■ **Task instructions**:
Your job is to copy all the entries precisely as they stand.
Segment Start: Supplied data
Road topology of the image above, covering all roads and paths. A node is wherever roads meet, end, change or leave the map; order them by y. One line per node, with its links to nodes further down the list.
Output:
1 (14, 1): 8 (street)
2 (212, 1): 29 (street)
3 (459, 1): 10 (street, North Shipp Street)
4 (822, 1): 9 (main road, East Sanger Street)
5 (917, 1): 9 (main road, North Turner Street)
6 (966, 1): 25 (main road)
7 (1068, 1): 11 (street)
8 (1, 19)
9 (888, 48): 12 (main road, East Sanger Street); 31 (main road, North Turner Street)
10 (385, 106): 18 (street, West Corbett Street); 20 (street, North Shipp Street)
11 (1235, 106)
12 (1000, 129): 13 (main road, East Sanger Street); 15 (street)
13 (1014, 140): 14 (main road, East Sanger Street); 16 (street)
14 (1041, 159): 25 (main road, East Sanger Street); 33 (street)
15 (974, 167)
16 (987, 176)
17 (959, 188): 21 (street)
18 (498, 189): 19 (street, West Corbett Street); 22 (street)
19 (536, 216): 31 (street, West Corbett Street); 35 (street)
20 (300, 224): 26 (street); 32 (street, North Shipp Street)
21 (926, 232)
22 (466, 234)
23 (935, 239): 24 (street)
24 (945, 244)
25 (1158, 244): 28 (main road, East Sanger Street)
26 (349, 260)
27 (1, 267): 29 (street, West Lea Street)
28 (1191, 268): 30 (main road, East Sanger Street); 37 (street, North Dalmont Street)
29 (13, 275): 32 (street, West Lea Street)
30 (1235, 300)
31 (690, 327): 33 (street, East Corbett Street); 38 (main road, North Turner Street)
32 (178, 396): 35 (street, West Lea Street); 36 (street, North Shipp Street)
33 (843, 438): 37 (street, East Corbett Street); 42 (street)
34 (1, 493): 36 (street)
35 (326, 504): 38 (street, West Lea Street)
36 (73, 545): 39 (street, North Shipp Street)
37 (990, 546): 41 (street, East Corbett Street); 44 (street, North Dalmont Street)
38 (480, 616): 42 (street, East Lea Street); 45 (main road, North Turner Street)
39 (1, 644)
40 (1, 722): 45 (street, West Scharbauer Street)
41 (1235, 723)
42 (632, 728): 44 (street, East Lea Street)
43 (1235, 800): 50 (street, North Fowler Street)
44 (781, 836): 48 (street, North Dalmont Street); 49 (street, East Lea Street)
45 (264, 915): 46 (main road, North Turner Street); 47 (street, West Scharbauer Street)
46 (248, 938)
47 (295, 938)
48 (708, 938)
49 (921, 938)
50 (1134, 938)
Segment End: Supplied data
■ **Your response**:
Road topology of the image above, covering all roads and paths. A node is wherever roads meet, end, change or leave the map; order them by y. One line per node, with its links to nodes further down the list.
Output:
1 (14, 1): 8 (street)
2 (212, 1): 29 (street)
3 (459, 1): 10 (street, North Shipp Street)
4 (822, 1): 9 (main road, East Sanger Street)
5 (917, 1): 9 (main road, North Turner Street)
6 (966, 1): 25 (main road)
7 (1068, 1): 11 (street)
8 (1, 19)
9 (888, 48): 12 (main road, East Sanger Street); 31 (main road, North Turner Street)
10 (385, 106): 18 (street, West Corbett Street); 20 (street, North Shipp Street)
11 (1235, 106)
12 (1000, 129): 13 (main road, East Sanger Street); 15 (street)
13 (1014, 140): 14 (main road, East Sanger Street); 16 (street)
14 (1041, 159): 25 (main road, East Sanger Street); 33 (street)
15 (974, 167)
16 (987, 176)
17 (959, 188): 21 (street)
18 (498, 189): 19 (street, West Corbett Street); 22 (street)
19 (536, 216): 31 (street, West Corbett Street); 35 (street)
20 (300, 224): 26 (street); 32 (street, North Shipp Street)
21 (926, 232)
22 (466, 234)
23 (935, 239): 24 (street)
24 (945, 244)
25 (1158, 244): 28 (main road, East Sanger Street)
26 (349, 260)
27 (1, 267): 29 (street, West Lea Street)
28 (1191, 268): 30 (main road, East Sanger Street); 37 (street, North Dalmont Street)
29 (13, 275): 32 (street, West Lea Street)
30 (1235, 300)
31 (690, 327): 33 (street, East Corbett Street); 38 (main road, North Turner Street)
32 (178, 396): 35 (street, West Lea Street); 36 (street, North Shipp Street)
33 (843, 438): 37 (street, East Corbett Street); 42 (street)
34 (1, 493): 36 (street)
35 (326, 504): 38 (street, West Lea Street)
36 (73, 545): 39 (street, North Shipp Street)
37 (990, 546): 41 (street, East Corbett Street); 44 (street, North Dalmont Street)
38 (480, 616): 42 (street, East Lea Street); 45 (main road, North Turner Street)
39 (1, 644)
40 (1, 722): 45 (street, West Scharbauer Street)
41 (1235, 723)
42 (632, 728): 44 (street, East Lea Street)
43 (1235, 800): 50 (street, North Fowler Street)
44 (781, 836): 48 (street, North Dalmont Street); 49 (street, East Lea Street)
45 (264, 915): 46 (main road, North Turner Street); 47 (street, West Scharbauer Street)
46 (248, 938)
47 (295, 938)
48 (708, 938)
49 (921, 938)
50 (1134, 938)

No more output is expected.